Required work => Copy each entry below without any change.

Task inputs =>

++++++

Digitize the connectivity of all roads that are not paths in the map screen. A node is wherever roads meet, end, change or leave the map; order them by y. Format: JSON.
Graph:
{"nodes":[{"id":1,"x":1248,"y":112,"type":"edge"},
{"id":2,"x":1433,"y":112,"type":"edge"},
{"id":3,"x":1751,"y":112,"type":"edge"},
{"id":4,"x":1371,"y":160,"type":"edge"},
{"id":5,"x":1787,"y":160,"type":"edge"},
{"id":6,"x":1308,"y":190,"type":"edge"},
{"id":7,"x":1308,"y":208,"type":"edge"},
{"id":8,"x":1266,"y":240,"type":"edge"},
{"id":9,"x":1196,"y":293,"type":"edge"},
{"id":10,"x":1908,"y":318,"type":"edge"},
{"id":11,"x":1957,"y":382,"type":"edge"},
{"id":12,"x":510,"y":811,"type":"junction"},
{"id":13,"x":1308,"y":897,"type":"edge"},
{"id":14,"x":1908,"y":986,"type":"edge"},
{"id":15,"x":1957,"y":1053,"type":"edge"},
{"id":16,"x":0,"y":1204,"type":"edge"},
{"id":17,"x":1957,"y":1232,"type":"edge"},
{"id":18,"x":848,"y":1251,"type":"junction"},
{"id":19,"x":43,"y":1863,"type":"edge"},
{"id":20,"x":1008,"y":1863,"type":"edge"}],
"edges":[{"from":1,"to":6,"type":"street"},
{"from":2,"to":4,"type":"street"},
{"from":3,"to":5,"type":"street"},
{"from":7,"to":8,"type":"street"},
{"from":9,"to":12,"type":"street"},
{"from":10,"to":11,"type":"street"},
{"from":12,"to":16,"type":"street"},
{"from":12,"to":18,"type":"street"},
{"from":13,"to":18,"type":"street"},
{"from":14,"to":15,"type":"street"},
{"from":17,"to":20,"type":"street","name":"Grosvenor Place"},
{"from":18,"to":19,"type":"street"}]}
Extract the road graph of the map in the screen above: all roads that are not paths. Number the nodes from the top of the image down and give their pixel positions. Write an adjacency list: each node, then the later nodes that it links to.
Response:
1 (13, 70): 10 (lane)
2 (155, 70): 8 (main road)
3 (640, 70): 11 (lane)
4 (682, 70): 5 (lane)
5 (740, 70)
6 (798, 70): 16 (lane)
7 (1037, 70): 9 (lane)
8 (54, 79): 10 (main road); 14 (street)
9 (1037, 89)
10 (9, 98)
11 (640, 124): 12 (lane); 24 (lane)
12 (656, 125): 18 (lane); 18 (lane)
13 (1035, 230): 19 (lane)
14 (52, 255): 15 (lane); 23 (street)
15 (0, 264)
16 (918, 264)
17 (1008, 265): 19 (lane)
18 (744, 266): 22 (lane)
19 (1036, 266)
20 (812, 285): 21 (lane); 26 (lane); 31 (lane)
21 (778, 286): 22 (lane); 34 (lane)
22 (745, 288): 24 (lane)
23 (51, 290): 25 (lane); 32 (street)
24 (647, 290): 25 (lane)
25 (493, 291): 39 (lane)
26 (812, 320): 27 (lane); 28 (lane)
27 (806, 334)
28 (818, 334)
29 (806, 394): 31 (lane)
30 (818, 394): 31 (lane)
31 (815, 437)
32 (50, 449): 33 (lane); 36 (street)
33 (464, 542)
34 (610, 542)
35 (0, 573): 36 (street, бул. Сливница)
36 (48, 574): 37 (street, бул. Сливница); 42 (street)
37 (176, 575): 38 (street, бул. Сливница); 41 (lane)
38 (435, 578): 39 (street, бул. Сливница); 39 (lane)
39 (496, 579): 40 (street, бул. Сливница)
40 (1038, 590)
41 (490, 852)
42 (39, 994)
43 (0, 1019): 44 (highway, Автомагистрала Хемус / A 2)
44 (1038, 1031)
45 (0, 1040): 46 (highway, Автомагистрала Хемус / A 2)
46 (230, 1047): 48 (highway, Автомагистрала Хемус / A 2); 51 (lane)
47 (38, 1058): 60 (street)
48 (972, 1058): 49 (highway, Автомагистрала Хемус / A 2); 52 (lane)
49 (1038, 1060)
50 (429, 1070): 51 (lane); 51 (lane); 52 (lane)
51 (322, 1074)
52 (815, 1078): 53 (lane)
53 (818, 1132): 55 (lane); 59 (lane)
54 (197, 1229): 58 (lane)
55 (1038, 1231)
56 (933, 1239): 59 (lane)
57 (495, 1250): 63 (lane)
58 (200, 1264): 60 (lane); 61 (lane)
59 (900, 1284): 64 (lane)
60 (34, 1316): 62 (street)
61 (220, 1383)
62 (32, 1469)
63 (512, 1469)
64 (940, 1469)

++++++

Solution to this exercise =>
Digitize the connectivity of all roads that are not paths in the map screen. A node is wherever roads meet, end, change or leave the map; order them by y. Format: JSON.
Graph:
{"nodes":[{"id":1,"x":1248,"y":112,"type":"edge"},
{"id":2,"x":1433,"y":112,"type":"edge"},
{"id":3,"x":1751,"y":112,"type":"edge"},
{"id":4,"x":1371,"y":160,"type":"edge"},
{"id":5,"x":1787,"y":160,"type":"edge"},
{"id":6,"x":1308,"y":190,"type":"edge"},
{"id":7,"x":1308,"y":208,"type":"edge"},
{"id":8,"x":1266,"y":240,"type":"edge"},
{"id":9,"x":1196,"y":293,"type":"edge"},
{"id":10,"x":1908,"y":318,"type":"edge"},
{"id":11,"x":1957,"y":382,"type":"edge"},
{"id":12,"x":510,"y":811,"type":"junction"},
{"id":13,"x":1308,"y":897,"type":"edge"},
{"id":14,"x":1908,"y":986,"type":"edge"},
{"id":15,"x":1957,"y":1053,"type":"edge"},
{"id":16,"x":0,"y":1204,"type":"edge"},
{"id":17,"x":1957,"y":1232,"type":"edge"},
{"id":18,"x":848,"y":1251,"type":"junction"},
{"id":19,"x":43,"y":1863,"type":"edge"},
{"id":20,"x":1008,"y":1863,"type":"edge"}],
"edges":[{"from":1,"to":6,"type":"street"},
{"from":2,"to":4,"type":"street"},
{"from":3,"to":5,"type":"street"},
{"from":7,"to":8,"type":"street"},
{"from":9,"to":12,"type":"street"},
{"from":10,"to":11,"type":"street"},
{"from":12,"to":16,"type":"street"},
{"from":12,"to":18,"type":"street"},
{"from":13,"to":18,"type":"street"},
{"from":14,"to":15,"type":"street"},
{"from":17,"to":20,"type":"street","name":"Grosvenor Place"},
{"from":18,"to":19,"type":"street"}]}
Extract the road graph of the map in the screen above: all roads that are not paths. Number the nodes from the top of the image down and give their pixel positions. Write an adjacency list: each node, then the later nodes that it links to.
Response:
1 (13, 70): 10 (lane)
2 (155, 70): 8 (main road)
3 (640, 70): 11 (lane)
4 (682, 70): 5 (lane)
5 (740, 70)
6 (798, 70): 16 (lane)
7 (1037, 70): 9 (lane)
8 (54, 79): 10 (main road); 14 (street)
9 (1037, 89)
10 (9, 98)
11 (640, 124): 12 (lane); 24 (lane)
12 (656, 125): 18 (lane); 18 (lane)
13 (1035, 230): 19 (lane)
14 (52, 255): 15 (lane); 23 (street)
15 (0, 264)
16 (918, 264)
17 (1008, 265): 19 (lane)
18 (744, 266): 22 (lane)
19 (1036, 266)
20 (812, 285): 21 (lane); 26 (lane); 31 (lane)
21 (778, 286): 22 (lane); 34 (lane)
22 (745, 288): 24 (lane)
23 (51, 290): 25 (lane); 32 (street)
24 (647, 290): 25 (lane)
25 (493, 291): 39 (lane)
26 (812, 320): 27 (lane); 28 (lane)
27 (806, 334)
28 (818, 334)
29 (806, 394): 31 (lane)
30 (818, 394): 31 (lane)
31 (815, 437)
32 (50, 449): 33 (lane); 36 (street)
33 (464, 542)
34 (610, 542)
35 (0, 573): 36 (street, бул. Сливница)
36 (48, 574): 37 (street, бул. Сливница); 42 (street)
37 (176, 575): 38 (street, бул. Сливница); 41 (lane)
38 (435, 578): 39 (street, бул. Сливница); 39 (lane)
39 (496, 579): 40 (street, бул. Сливница)
40 (1038, 590)
41 (490, 852)
42 (39, 994)
43 (0, 1019): 44 (highway, Автомагистрала Хемус / A 2)
44 (1038, 1031)
45 (0, 1040): 46 (highway, Автомагистрала Хемус / A 2)
46 (230, 1047): 48 (highway, Автомагистрала Хемус / A 2); 51 (lane)
47 (38, 1058): 60 (street)
48 (972, 1058): 49 (highway, Автомагистрала Хемус / A 2); 52 (lane)
49 (1038, 1060)
50 (429, 1070): 51 (lane); 51 (lane); 52 (lane)
51 (322, 1074)
52 (815, 1078): 53 (lane)
53 (818, 1132): 55 (lane); 59 (lane)
54 (197, 1229): 58 (lane)
55 (1038, 1231)
56 (933, 1239): 59 (lane)
57 (495, 1250): 63 (lane)
58 (200, 1264): 60 (lane); 61 (lane)
59 (900, 1284): 64 (lane)
60 (34, 1316): 62 (street)
61 (220, 1383)
62 (32, 1469)
63 (512, 1469)
64 (940, 1469)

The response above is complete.